Brief
An exact copy of each line below is needed, with no images in it.

Material shown
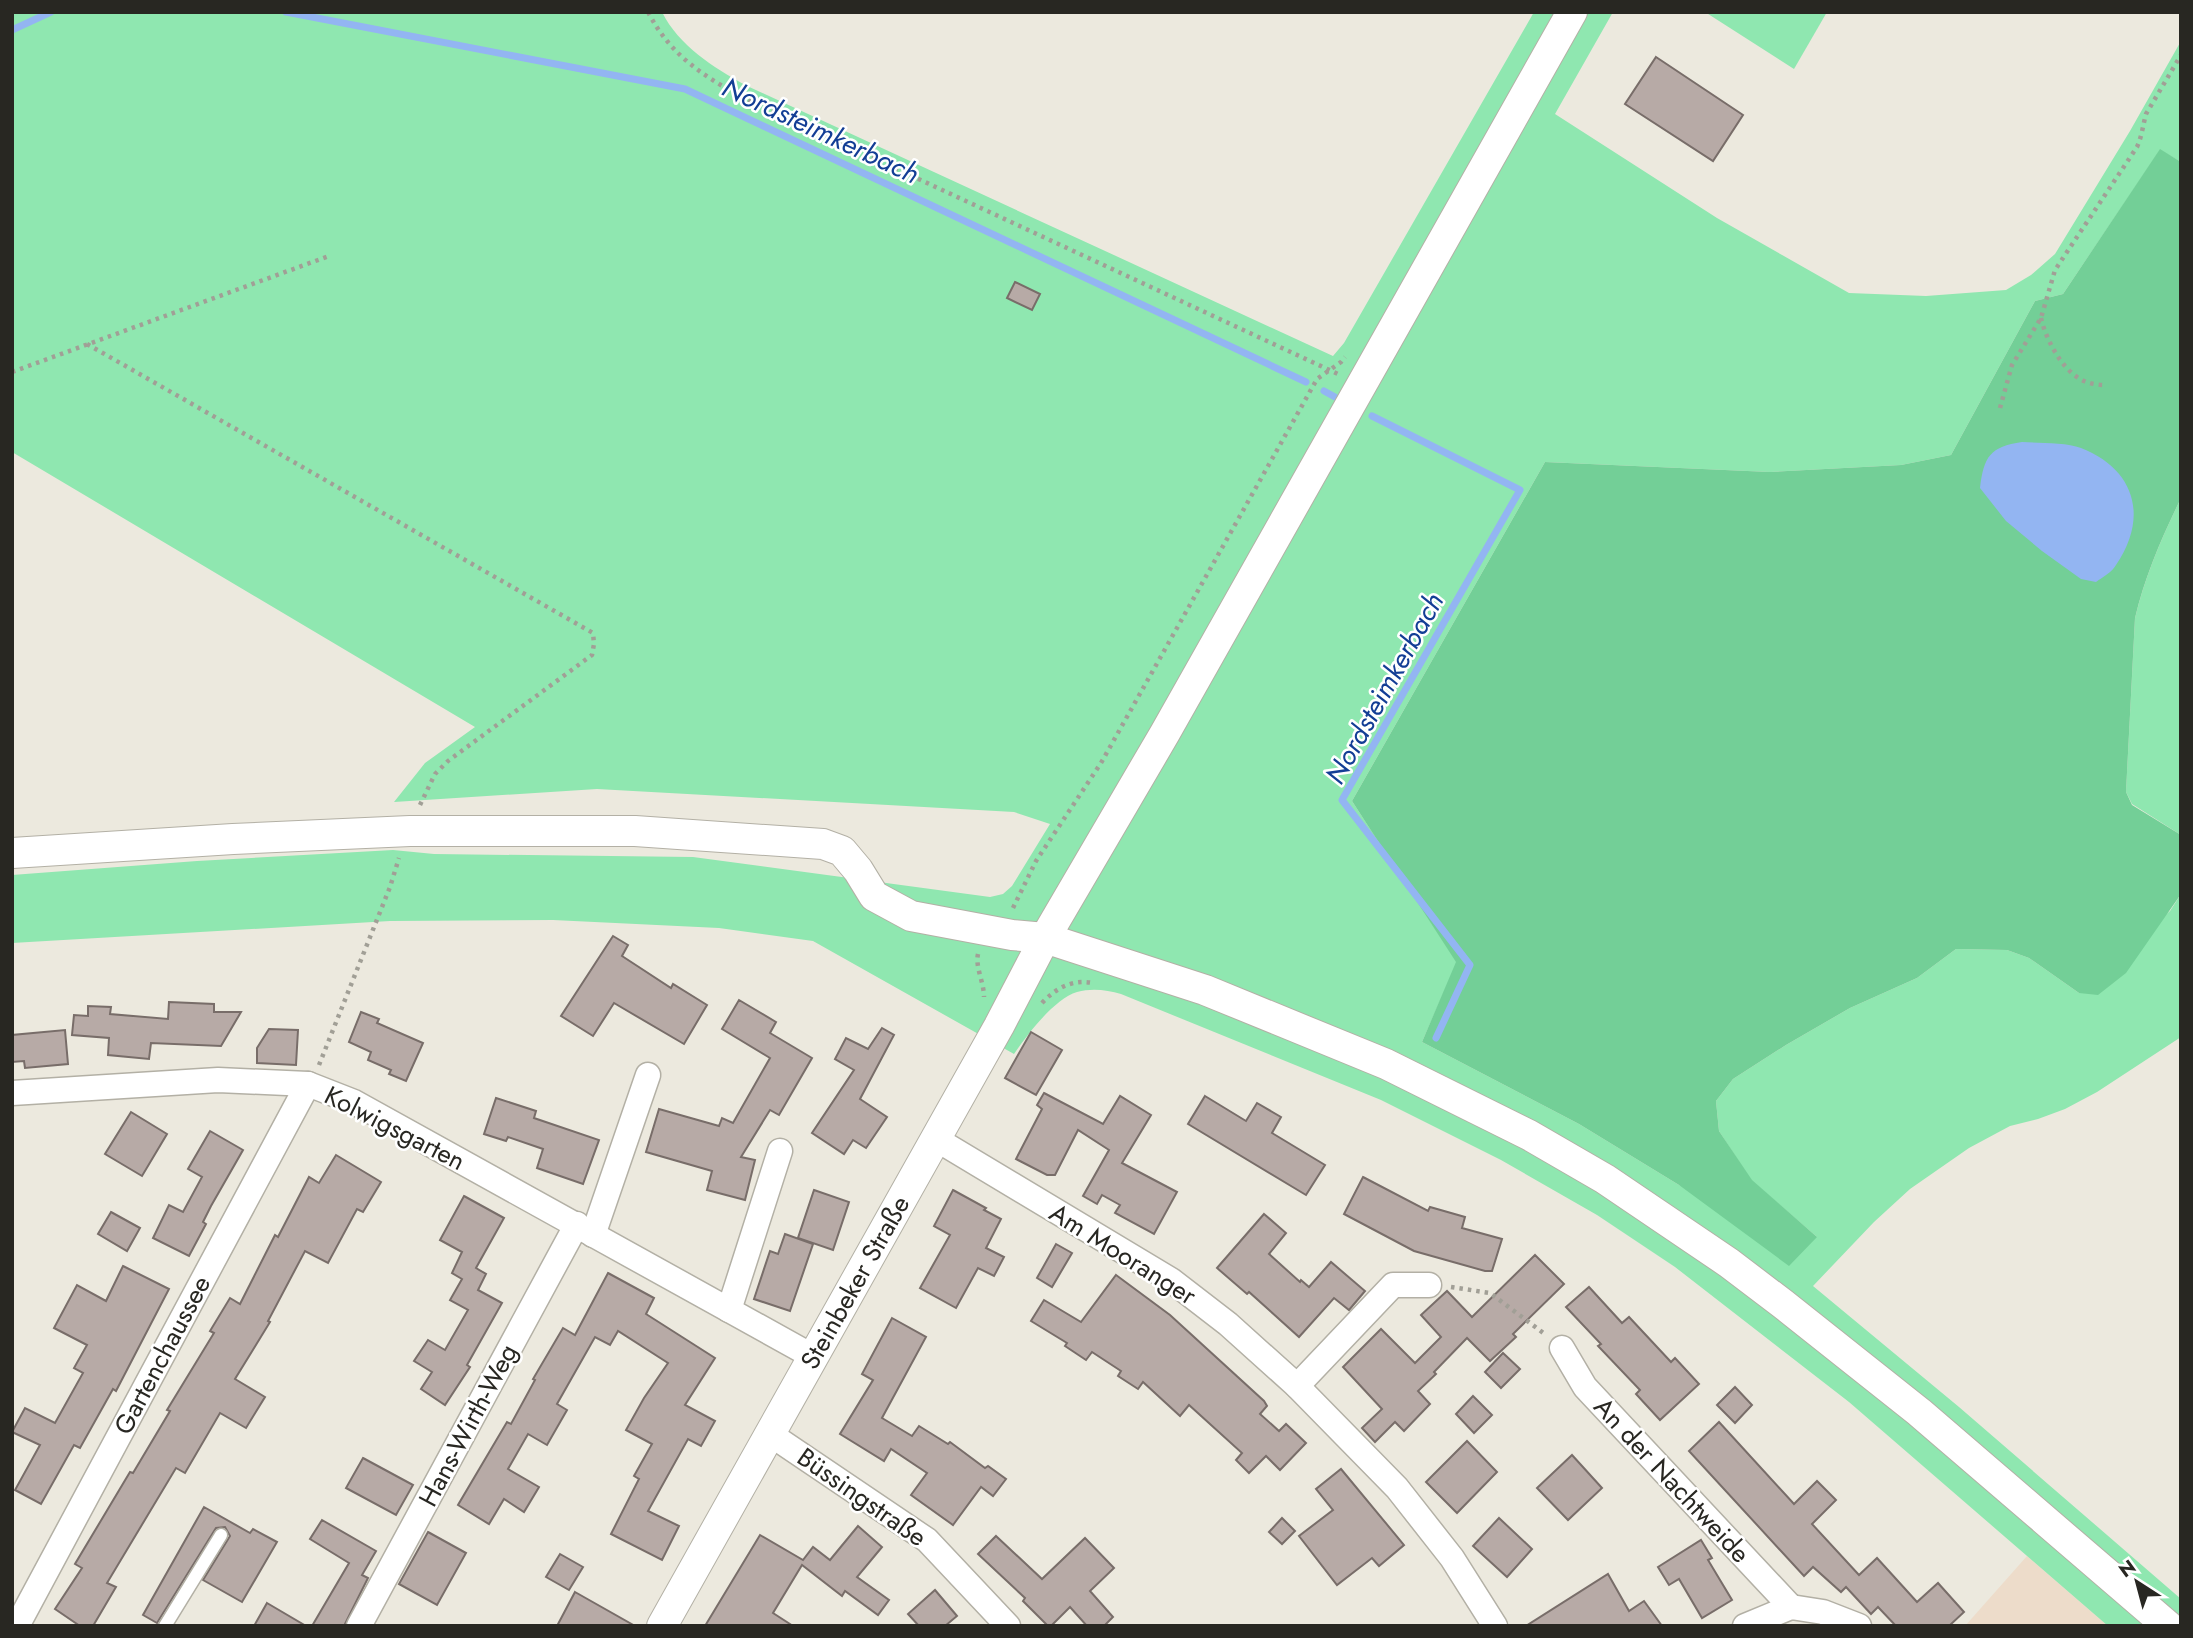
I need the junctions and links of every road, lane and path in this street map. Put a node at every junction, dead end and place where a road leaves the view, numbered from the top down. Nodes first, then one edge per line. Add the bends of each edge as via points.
1 (648, 12) edge
2 (1572, 12) edge
3 (2181, 55) edge
4 (329, 256) dead end
5 (2041, 318) junction
6 (87, 344) junction
7 (1350, 350) dead end
8 (1329, 369) junction
9 (12, 372) edge
10 (2106, 385) dead end
11 (1360, 386) junction
12 (2000, 408) dead end
13 (410, 831) junction
14 (12, 853) edge
15 (1013, 908) dead end
16 (1045, 938) junction
17 (648, 1075) dead end
18 (308, 1084) junction
19 (12, 1093) edge
20 (936, 1139) junction
21 (780, 1152) dead end
22 (585, 1230) junction
23 (1429, 1284) joint
24 (729, 1310) junction
25 (1562, 1348) joint
26 (812, 1356) junction
27 (1297, 1386) junction
28 (769, 1434) junction
29 (221, 1535) dead end
30 (1791, 1607) junction
31 (17, 1626) edge
32 (165, 1626) edge
33 (359, 1626) edge
34 (662, 1626) edge
35 (1008, 1626) edge
36 (1495, 1626) edge
37 (1745, 1626) edge
38 (1858, 1626) edge
39 (2168, 1626) edge

1 - 8 path via 660,34 684,60 740,96
2 - 11 street, Steinbeker Straße
3 - 5 path via 2146,114 2137,147 2055,270
4 - 6 path
5 - 10 path via 2066,366 2083,381
5 - 12 path via 2012,365
6 - 9 path
6 - 13 path via 593,633 592,655 435,774
7 - 8 path
8 - 11 path
8 - 15 path via 1317,379 1101,763 1036,861
11 - 16 street, Steinbeker Straße
13 - 14 street
13 - 16 street via 635,831 823,844 842,851 874,896 911,916
13 - 18 path via 322,1059
16 - 20 street, Steinbeker Straße
16 - 39 street via 1205,990 1386,1064 1529,1135 1605,1180 1783,1304 1919,1412
17 - 22 street
18 - 19 street, Kolwigsgarten via 218,1080
18 - 22 street, Kolwigsgarten via 354,1102
18 - 31 street, Gartenchaussee
20 - 26 street, Steinbeker Straße
20 - 27 street, Am Mooranger via 1171,1280
21 - 24 street
22 - 24 street, Kolwigsgarten
22 - 33 street, Hans-Wirth-Weg
23 - 25 path via 1490,1293
23 - 27 street via 1393,1285
24 - 26 street, Kolwigsgarten
25 - 30 street, An der Nachtweide via 1585,1387
26 - 28 street, Steinbeker Straße
27 - 36 street, Am Mooranger via 1397,1488 1452,1558
28 - 34 street, Steinbeker Straße
28 - 35 street, Büssingstraße via 927,1540
29 - 32 lane
30 - 37 street
30 - 38 street via 1823,1612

Written answer
I need the junctions and links of every road, lane and path in this street map. Put a node at every junction, dead end and place where a road leaves the view, numbered from the top down. Nodes first, then one edge per line. Add the bends of each edge as via points.
1 (648, 12) edge
2 (1572, 12) edge
3 (2181, 55) edge
4 (329, 256) dead end
5 (2041, 318) junction
6 (87, 344) junction
7 (1350, 350) dead end
8 (1329, 369) junction
9 (12, 372) edge
10 (2106, 385) dead end
11 (1360, 386) junction
12 (2000, 408) dead end
13 (410, 831) junction
14 (12, 853) edge
15 (1013, 908) dead end
16 (1045, 938) junction
17 (648, 1075) dead end
18 (308, 1084) junction
19 (12, 1093) edge
20 (936, 1139) junction
21 (780, 1152) dead end
22 (585, 1230) junction
23 (1429, 1284) joint
24 (729, 1310) junction
25 (1562, 1348) joint
26 (812, 1356) junction
27 (1297, 1386) junction
28 (769, 1434) junction
29 (221, 1535) dead end
30 (1791, 1607) junction
31 (17, 1626) edge
32 (165, 1626) edge
33 (359, 1626) edge
34 (662, 1626) edge
35 (1008, 1626) edge
36 (1495, 1626) edge
37 (1745, 1626) edge
38 (1858, 1626) edge
39 (2168, 1626) edge

1 - 8 path via 660,34 684,60 740,96
2 - 11 street, Steinbeker Straße
3 - 5 path via 2146,114 2137,147 2055,270
4 - 6 path
5 - 10 path via 2066,366 2083,381
5 - 12 path via 2012,365
6 - 9 path
6 - 13 path via 593,633 592,655 435,774
7 - 8 path
8 - 11 path
8 - 15 path via 1317,379 1101,763 1036,861
11 - 16 street, Steinbeker Straße
13 - 14 street
13 - 16 street via 635,831 823,844 842,851 874,896 911,916
13 - 18 path via 322,1059
16 - 20 street, Steinbeker Straße
16 - 39 street via 1205,990 1386,1064 1529,1135 1605,1180 1783,1304 1919,1412
17 - 22 street
18 - 19 street, Kolwigsgarten via 218,1080
18 - 22 street, Kolwigsgarten via 354,1102
18 - 31 street, Gartenchaussee
20 - 26 street, Steinbeker Straße
20 - 27 street, Am Mooranger via 1171,1280
21 - 24 street
22 - 24 street, Kolwigsgarten
22 - 33 street, Hans-Wirth-Weg
23 - 25 path via 1490,1293
23 - 27 street via 1393,1285
24 - 26 street, Kolwigsgarten
25 - 30 street, An der Nachtweide via 1585,1387
26 - 28 street, Steinbeker Straße
27 - 36 street, Am Mooranger via 1397,1488 1452,1558
28 - 34 street, Steinbeker Straße
28 - 35 street, Büssingstraße via 927,1540
29 - 32 lane
30 - 37 street
30 - 38 street via 1823,1612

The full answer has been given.